YOUR GOAL >>
Reproduce the data word for word, keeping every line complete.

THE DATA >>
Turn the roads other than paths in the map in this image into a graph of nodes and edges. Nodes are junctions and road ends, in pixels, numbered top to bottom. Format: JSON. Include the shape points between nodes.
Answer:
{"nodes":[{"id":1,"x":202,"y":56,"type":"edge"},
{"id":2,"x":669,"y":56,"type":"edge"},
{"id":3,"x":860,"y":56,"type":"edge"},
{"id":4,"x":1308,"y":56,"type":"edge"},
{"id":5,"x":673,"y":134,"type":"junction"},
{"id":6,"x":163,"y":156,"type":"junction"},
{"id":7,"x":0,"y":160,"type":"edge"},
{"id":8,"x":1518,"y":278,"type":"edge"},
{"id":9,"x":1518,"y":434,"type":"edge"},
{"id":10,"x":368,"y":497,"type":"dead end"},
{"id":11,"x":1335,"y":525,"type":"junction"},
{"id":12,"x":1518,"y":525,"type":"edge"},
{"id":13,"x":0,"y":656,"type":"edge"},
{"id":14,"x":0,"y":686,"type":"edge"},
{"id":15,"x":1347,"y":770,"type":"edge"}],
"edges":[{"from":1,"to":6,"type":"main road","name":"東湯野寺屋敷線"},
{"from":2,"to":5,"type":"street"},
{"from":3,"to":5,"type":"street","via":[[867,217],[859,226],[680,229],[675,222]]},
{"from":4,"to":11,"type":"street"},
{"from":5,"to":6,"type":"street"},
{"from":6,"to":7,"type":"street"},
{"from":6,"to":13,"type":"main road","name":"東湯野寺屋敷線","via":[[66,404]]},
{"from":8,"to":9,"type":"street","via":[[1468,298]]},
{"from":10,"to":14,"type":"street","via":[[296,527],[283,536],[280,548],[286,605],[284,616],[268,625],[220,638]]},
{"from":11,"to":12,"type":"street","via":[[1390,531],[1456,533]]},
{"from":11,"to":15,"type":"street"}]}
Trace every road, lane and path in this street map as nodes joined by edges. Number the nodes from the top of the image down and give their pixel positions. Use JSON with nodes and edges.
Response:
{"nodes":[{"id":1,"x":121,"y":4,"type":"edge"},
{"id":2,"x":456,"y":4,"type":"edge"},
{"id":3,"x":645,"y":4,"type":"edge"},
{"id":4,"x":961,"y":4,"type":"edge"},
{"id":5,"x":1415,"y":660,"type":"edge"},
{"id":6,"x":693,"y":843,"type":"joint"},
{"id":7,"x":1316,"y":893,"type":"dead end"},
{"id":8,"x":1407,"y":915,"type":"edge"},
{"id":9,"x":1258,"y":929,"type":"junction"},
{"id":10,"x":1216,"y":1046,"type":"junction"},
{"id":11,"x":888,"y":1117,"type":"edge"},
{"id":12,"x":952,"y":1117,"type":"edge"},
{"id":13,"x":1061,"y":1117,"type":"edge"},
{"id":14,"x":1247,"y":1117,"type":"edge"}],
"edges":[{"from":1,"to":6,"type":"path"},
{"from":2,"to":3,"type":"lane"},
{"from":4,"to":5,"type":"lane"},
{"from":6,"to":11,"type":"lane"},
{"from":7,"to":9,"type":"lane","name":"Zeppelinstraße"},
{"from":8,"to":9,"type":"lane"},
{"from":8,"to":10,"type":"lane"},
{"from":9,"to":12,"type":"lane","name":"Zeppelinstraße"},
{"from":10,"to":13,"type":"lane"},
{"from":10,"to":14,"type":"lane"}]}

RESPONSE >>
Turn the roads other than paths in the map in this image into a graph of nodes and edges. Nodes are junctions and road ends, in pixels, numbered top to bottom. Format: JSON. Include the shape points between nodes.
Answer:
{"nodes":[{"id":1,"x":202,"y":56,"type":"edge"},
{"id":2,"x":669,"y":56,"type":"edge"},
{"id":3,"x":860,"y":56,"type":"edge"},
{"id":4,"x":1308,"y":56,"type":"edge"},
{"id":5,"x":673,"y":134,"type":"junction"},
{"id":6,"x":163,"y":156,"type":"junction"},
{"id":7,"x":0,"y":160,"type":"edge"},
{"id":8,"x":1518,"y":278,"type":"edge"},
{"id":9,"x":1518,"y":434,"type":"edge"},
{"id":10,"x":368,"y":497,"type":"dead end"},
{"id":11,"x":1335,"y":525,"type":"junction"},
{"id":12,"x":1518,"y":525,"type":"edge"},
{"id":13,"x":0,"y":656,"type":"edge"},
{"id":14,"x":0,"y":686,"type":"edge"},
{"id":15,"x":1347,"y":770,"type":"edge"}],
"edges":[{"from":1,"to":6,"type":"main road","name":"東湯野寺屋敷線"},
{"from":2,"to":5,"type":"street"},
{"from":3,"to":5,"type":"street","via":[[867,217],[859,226],[680,229],[675,222]]},
{"from":4,"to":11,"type":"street"},
{"from":5,"to":6,"type":"street"},
{"from":6,"to":7,"type":"street"},
{"from":6,"to":13,"type":"main road","name":"東湯野寺屋敷線","via":[[66,404]]},
{"from":8,"to":9,"type":"street","via":[[1468,298]]},
{"from":10,"to":14,"type":"street","via":[[296,527],[283,536],[280,548],[286,605],[284,616],[268,625],[220,638]]},
{"from":11,"to":12,"type":"street","via":[[1390,531],[1456,533]]},
{"from":11,"to":15,"type":"street"}]}
Trace every road, lane and path in this street map as nodes joined by edges. Number the nodes from the top of the image down and give their pixel positions. Use JSON with nodes and edges.
Response:
{"nodes":[{"id":1,"x":121,"y":4,"type":"edge"},
{"id":2,"x":456,"y":4,"type":"edge"},
{"id":3,"x":645,"y":4,"type":"edge"},
{"id":4,"x":961,"y":4,"type":"edge"},
{"id":5,"x":1415,"y":660,"type":"edge"},
{"id":6,"x":693,"y":843,"type":"joint"},
{"id":7,"x":1316,"y":893,"type":"dead end"},
{"id":8,"x":1407,"y":915,"type":"edge"},
{"id":9,"x":1258,"y":929,"type":"junction"},
{"id":10,"x":1216,"y":1046,"type":"junction"},
{"id":11,"x":888,"y":1117,"type":"edge"},
{"id":12,"x":952,"y":1117,"type":"edge"},
{"id":13,"x":1061,"y":1117,"type":"edge"},
{"id":14,"x":1247,"y":1117,"type":"edge"}],
"edges":[{"from":1,"to":6,"type":"path"},
{"from":2,"to":3,"type":"lane"},
{"from":4,"to":5,"type":"lane"},
{"from":6,"to":11,"type":"lane"},
{"from":7,"to":9,"type":"lane","name":"Zeppelinstraße"},
{"from":8,"to":9,"type":"lane"},
{"from":8,"to":10,"type":"lane"},
{"from":9,"to":12,"type":"lane","name":"Zeppelinstraße"},
{"from":10,"to":13,"type":"lane"},
{"from":10,"to":14,"type":"lane"}]}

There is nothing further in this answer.